Your objective:
Go through the listing and pick out each line with the word "СВЕРДЛОВА" in it.

Information supplied:
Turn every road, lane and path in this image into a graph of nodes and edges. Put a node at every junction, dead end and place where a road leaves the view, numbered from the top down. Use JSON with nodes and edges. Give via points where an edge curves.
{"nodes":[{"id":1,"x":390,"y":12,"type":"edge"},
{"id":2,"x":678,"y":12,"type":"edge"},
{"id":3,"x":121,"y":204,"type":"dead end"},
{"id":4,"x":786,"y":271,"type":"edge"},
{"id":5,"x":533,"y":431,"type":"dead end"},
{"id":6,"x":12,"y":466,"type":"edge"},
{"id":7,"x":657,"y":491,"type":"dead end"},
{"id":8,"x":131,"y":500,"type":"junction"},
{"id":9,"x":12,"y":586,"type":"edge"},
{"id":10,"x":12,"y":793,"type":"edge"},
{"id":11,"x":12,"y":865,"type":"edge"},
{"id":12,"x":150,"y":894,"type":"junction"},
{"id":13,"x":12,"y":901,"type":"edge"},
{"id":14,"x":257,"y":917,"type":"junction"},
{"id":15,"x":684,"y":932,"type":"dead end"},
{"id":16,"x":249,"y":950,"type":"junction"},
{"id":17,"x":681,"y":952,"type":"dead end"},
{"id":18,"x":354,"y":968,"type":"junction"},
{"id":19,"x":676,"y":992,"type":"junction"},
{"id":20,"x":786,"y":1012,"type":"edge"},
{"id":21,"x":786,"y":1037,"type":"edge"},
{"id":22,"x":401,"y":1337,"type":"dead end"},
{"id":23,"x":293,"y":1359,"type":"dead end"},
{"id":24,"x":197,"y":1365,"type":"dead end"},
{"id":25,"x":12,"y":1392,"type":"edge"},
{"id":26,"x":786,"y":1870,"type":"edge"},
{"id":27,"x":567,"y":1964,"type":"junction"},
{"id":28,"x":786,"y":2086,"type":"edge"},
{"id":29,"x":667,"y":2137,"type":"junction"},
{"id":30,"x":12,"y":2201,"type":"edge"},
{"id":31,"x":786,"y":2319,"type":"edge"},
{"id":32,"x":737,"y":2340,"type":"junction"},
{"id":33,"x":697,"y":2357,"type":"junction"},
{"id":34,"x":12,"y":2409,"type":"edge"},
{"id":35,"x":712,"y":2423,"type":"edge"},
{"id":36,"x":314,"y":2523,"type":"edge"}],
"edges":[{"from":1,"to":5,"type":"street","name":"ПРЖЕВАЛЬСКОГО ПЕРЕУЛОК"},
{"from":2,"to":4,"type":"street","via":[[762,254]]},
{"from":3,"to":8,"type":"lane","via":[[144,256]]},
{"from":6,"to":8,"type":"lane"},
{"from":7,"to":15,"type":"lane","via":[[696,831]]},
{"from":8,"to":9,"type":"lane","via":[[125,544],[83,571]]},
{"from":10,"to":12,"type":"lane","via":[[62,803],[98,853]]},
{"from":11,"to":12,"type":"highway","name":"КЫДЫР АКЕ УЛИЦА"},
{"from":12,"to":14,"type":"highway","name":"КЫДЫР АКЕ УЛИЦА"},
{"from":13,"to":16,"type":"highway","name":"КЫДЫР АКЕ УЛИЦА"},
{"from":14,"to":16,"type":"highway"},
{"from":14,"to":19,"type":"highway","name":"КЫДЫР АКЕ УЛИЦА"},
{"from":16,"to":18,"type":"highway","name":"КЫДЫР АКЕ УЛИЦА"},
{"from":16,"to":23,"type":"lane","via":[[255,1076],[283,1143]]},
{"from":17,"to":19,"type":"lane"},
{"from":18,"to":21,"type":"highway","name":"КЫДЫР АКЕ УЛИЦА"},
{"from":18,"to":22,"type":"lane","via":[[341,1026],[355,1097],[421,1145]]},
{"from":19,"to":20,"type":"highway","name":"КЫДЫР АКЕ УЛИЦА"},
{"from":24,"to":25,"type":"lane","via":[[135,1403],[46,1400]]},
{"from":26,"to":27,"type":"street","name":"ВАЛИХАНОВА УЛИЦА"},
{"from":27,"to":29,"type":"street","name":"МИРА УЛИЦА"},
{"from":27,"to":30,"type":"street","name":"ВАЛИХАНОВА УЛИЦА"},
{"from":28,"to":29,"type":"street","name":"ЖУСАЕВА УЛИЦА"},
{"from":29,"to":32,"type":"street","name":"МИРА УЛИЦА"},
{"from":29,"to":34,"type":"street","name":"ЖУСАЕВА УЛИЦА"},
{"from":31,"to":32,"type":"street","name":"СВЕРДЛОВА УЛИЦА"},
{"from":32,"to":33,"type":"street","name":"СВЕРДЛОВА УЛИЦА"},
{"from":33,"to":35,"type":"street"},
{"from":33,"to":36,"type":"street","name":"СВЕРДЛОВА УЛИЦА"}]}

Written answer:
{"from":31,"to":32,"type":"street","name":"СВЕРДЛОВА УЛИЦА"},
{"from":32,"to":33,"type":"street","name":"СВЕРДЛОВА УЛИЦА"},
{"from":33,"to":36,"type":"street","name":"СВЕРДЛОВА УЛИЦА"}]}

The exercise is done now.